EXERCISE: Starting at the line containing "ctx.fillText('24. März hat die', 15, 685)" and ending at the line containing "ctx.fillRect(615, 318, 390, 2)", print every line of the material below exactly, both ends included, and stop there.

RECORDS SHOWN:

========================================================================

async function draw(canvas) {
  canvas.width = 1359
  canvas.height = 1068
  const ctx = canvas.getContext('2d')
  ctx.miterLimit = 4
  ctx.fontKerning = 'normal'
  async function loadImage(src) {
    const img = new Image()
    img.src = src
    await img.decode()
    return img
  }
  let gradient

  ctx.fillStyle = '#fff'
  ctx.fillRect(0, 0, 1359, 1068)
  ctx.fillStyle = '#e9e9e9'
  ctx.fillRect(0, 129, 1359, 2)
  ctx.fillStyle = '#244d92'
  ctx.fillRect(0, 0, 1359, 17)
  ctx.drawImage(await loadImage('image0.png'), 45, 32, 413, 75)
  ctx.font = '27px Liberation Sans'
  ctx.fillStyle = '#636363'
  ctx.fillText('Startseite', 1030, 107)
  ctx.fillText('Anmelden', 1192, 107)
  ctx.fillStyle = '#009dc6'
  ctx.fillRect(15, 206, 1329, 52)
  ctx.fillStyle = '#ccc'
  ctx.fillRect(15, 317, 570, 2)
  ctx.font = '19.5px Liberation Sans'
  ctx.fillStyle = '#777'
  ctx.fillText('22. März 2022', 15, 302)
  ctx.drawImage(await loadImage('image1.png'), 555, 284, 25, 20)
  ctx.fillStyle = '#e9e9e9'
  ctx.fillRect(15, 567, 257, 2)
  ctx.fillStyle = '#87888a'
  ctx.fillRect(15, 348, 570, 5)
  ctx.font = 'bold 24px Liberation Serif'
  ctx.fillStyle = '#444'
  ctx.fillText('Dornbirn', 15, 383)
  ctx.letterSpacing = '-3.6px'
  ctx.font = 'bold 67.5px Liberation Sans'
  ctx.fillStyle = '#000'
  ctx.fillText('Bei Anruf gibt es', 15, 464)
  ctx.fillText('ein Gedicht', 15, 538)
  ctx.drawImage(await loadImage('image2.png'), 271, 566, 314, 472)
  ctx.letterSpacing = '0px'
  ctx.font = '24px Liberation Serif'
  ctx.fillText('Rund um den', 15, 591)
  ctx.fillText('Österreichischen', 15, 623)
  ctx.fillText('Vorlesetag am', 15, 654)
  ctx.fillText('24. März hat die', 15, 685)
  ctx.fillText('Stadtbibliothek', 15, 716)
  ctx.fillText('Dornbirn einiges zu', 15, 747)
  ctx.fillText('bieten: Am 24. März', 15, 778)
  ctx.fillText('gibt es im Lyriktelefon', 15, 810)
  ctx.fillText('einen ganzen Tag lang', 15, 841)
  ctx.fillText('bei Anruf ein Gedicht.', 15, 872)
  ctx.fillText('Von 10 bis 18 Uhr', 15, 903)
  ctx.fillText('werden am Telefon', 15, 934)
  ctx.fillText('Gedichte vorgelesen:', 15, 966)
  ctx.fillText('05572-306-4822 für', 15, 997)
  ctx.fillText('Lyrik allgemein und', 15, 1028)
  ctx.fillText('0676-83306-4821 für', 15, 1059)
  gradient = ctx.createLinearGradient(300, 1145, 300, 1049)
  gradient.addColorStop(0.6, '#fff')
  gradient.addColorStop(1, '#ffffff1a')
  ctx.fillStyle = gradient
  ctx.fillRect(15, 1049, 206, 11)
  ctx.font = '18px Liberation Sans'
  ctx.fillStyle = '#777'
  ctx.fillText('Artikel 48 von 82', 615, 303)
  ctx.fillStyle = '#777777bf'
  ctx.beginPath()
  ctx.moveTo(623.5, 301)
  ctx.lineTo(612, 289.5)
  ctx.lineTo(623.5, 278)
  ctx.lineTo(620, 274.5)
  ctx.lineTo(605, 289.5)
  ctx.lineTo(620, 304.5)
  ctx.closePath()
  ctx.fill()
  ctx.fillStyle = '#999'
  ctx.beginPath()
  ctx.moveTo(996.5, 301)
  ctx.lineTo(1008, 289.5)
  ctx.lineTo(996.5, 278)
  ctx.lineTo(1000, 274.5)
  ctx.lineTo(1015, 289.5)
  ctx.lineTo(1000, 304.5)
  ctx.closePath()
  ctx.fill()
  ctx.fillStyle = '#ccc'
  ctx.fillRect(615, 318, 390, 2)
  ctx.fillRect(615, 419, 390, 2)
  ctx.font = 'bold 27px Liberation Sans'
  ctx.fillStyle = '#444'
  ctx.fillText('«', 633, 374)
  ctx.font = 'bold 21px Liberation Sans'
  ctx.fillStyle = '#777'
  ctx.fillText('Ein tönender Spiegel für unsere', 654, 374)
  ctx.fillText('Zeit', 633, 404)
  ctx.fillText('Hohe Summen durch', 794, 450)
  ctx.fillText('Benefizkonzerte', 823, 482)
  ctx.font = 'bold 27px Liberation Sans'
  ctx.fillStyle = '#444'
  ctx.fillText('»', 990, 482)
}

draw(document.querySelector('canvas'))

========================================================================

SOLUTION:
  ctx.fillText('24. März hat die', 15, 685)
  ctx.fillText('Stadtbibliothek', 15, 716)
  ctx.fillText('Dornbirn einiges zu', 15, 747)
  ctx.fillText('bieten: Am 24. März', 15, 778)
  ctx.fillText('gibt es im Lyriktelefon', 15, 810)
  ctx.fillText('einen ganzen Tag lang', 15, 841)
  ctx.fillText('bei Anruf ein Gedicht.', 15, 872)
  ctx.fillText('Von 10 bis 18 Uhr', 15, 903)
  ctx.fillText('werden am Telefon', 15, 934)
  ctx.fillText('Gedichte vorgelesen:', 15, 966)
  ctx.fillText('05572-306-4822 für', 15, 997)
  ctx.fillText('Lyrik allgemein und', 15, 1028)
  ctx.fillText('0676-83306-4821 für', 15, 1059)
  gradient = ctx.createLinearGradient(300, 1145, 300, 1049)
  gradient.addColorStop(0.6, '#fff')
  gradient.addColorStop(1, '#ffffff1a')
  ctx.fillStyle = gradient
  ctx.fillRect(15, 1049, 206, 11)
  ctx.font = '18px Liberation Sans'
  ctx.fillStyle = '#777'
  ctx.fillText('Artikel 48 von 82', 615, 303)
  ctx.fillStyle = '#777777bf'
  ctx.beginPath()
  ctx.moveTo(623.5, 301)
  ctx.lineTo(612, 289.5)
  ctx.lineTo(623.5, 278)
  ctx.lineTo(620, 274.5)
  ctx.lineTo(605, 289.5)
  ctx.lineTo(620, 304.5)
  ctx.closePath()
  ctx.fill()
  ctx.fillStyle = '#999'
  ctx.beginPath()
  ctx.moveTo(996.5, 301)
  ctx.lineTo(1008, 289.5)
  ctx.lineTo(996.5, 278)
  ctx.lineTo(1000, 274.5)
  ctx.lineTo(1015, 289.5)
  ctx.lineTo(1000, 304.5)
  ctx.closePath()
  ctx.fill()
  ctx.fillStyle = '#ccc'
  ctx.fillRect(615, 318, 390, 2)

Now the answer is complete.